1. FONDAMENTO ANTROPOLOGICO DEL BENE COMUNE
Nello stoicismo, nel manicheismo, nell’agostinismo, nel liberalismo e in altre filosofie che assumono un concetto eccessivamente individualistico ed egocentrico della persona, c’è scarsa attenzione per il bene comune. Invece in S. Tommaso la dottrina del bene comune assume grandissimo rilievo, grazie alla sua concezione dell’uomo come essere socievole, come “animale politico”. Per S. Tommaso, la ricerca del bene comune è connaturale all’uomo, in quanto questi è per natura un essere sociale e politico, il quale non può soddisfare i propri bisogni materiali né realizzare se stesso nella dimensione culturale e morale senza la collaborazione e la solidarietà degli altri. Come precisa il Dottore Angelico, sono anche e soprattutto le esigenze di ordine morale che spingono l’uomo verso il bene comune: “Lo scopo infatti che spinge le persone a riunirsi e che stando insieme possono condurre una vita buona, cosa che non si ottiene se ognuno vive da solo. A sua volta però la vita si dice buona quando è ispirata alla virtù. La conclusione dunque è che il fine dell’unione in cui si stringono gli uomini è la vita virtuosa.

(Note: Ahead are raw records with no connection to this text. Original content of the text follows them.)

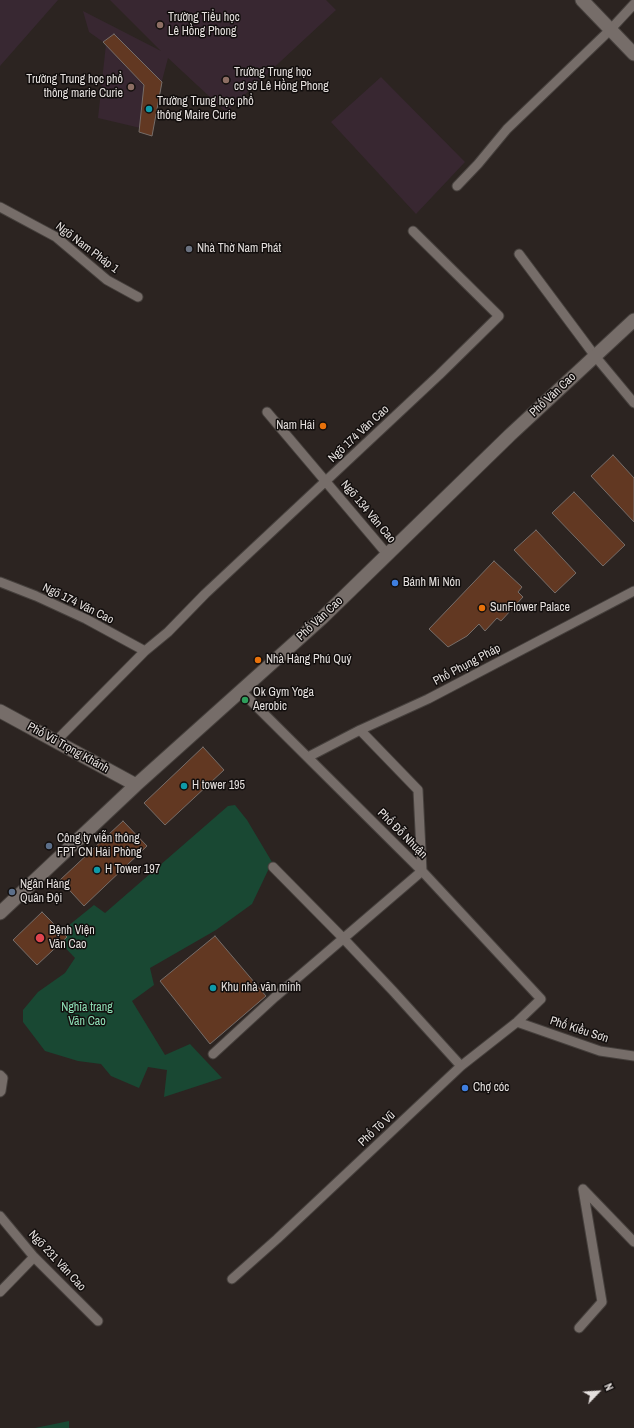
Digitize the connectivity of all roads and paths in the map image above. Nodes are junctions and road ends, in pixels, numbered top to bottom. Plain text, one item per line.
1 (582, 0) edge
2 (634, 4) edge
3 (610, 30) junction
4 (634, 54) edge
5 (457, 186) dead end
6 (0, 207) edge
7 (413, 231) dead end
8 (519, 254) dead end
9 (138, 296) dead end
10 (634, 320) edge
11 (595, 356) junction
12 (634, 403) edge
13 (267, 412) dead end
14 (326, 481) junction
15 (387, 554) junction
16 (0, 582) edge
17 (634, 591) edge
18 (145, 651) junction
19 (241, 691) junction
20 (0, 711) edge
21 (360, 730) junction
22 (56, 741) junction
23 (308, 757) junction
24 (136, 786) junction
25 (273, 867) dead end
26 (422, 871) junction
27 (0, 913) edge
28 (343, 938) junction
29 (541, 999) joint
30 (517, 1022) junction
31 (213, 1054) dead end
32 (634, 1056) edge
33 (461, 1066) junction
34 (0, 1075) edge
35 (0, 1092) edge
36 (0, 1216) edge
37 (634, 1242) edge
38 (34, 1257) junction
39 (232, 1279) dead end
40 (0, 1292) edge
41 (98, 1321) dead end
42 (579, 1328) dead end

1 - 3 street
2 - 3 street
3 - 4 street
3 - 5 street
6 - 9 street, Ngõ Nam Pháp 1
7 - 14 street, Ngõ 174 Văn Cao
8 - 11 street
10 - 11 street, Phố Văn Cao
11 - 12 street
11 - 15 street, Phố Văn Cao
13 - 14 street, Ngõ 134 Văn Cao
14 - 15 street, Ngõ 134 Văn Cao
14 - 18 street, Ngõ 174 Văn Cao
15 - 19 street, Phố Văn Cao
16 - 18 street, Ngõ 174 Văn Cao
17 - 21 street, Phố Phụng Pháp
18 - 22 street, Ngõ 174 Văn Cao
19 - 23 street, Phố Đỗ Nhuận
19 - 24 street, Phố Văn Cao
20 - 22 street, Phố Vũ Trọng Khánh
21 - 23 street, Phố Phụng Pháp
21 - 26 street
22 - 24 street, Phố Vũ Trọng Khánh
23 - 26 street, Phố Đỗ Nhuận
24 - 27 street, Phố Văn Cao
25 - 28 street
26 - 28 street
26 - 29 street, Phố Đỗ Nhuận
28 - 31 street
28 - 33 street
29 - 30 street, Phố Tô Vũ
30 - 32 street, Phố Kiều Sơn
30 - 33 street, Phố Tô Vũ
33 - 39 street, Phố Tô Vũ
34 - 35 street
36 - 38 street, Ngõ 231 Văn Cao
37 - 42 street
38 - 40 street
38 - 41 street, Ngõ 231 Văn Cao

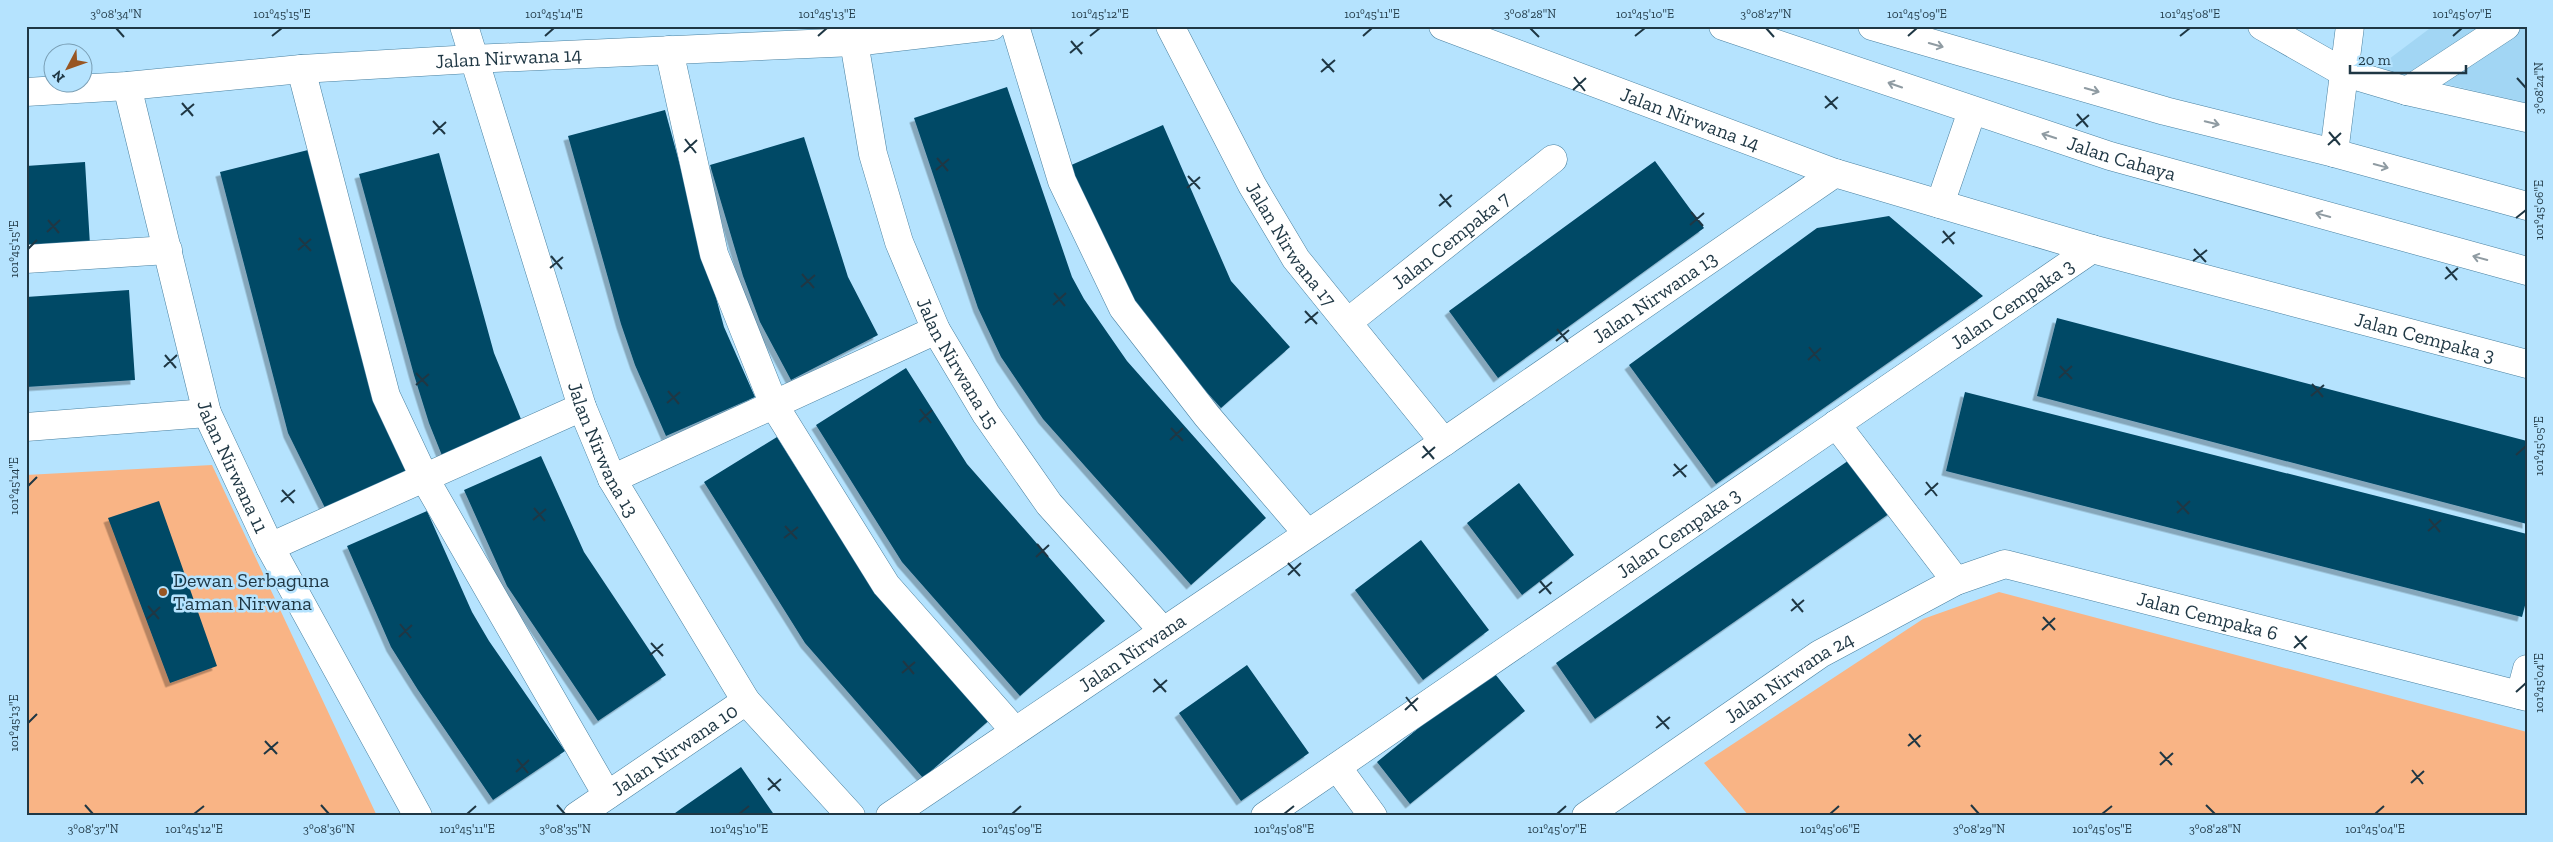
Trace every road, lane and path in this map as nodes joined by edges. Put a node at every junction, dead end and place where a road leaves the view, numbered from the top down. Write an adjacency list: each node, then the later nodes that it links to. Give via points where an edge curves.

Una conferma concreta della validità di questa dottrina la troviamo nella costatazione che della società fanno parte soltanto coloro che hanno un reciproco rapporto comunitario proprio nella boro vita buona: altrimenti, se gli uomini si radunassero soltanto allo scopo di vivere, anche gli animali costituirebbero una parte del raggruppamento civile; se invece lo scopo fosse quello di accumulare beni di fortuna, tutti coloro che hanno tra loro rapporti di mercato, apparterrebbero alla stessa città; così vediamo che vengono annoverati come facenti parte di una società soltanto coloro che sono guidati a una vita buona dalle medesime leggi e da un unico governo” (De Reg., 1. I, c. 15, n. 817).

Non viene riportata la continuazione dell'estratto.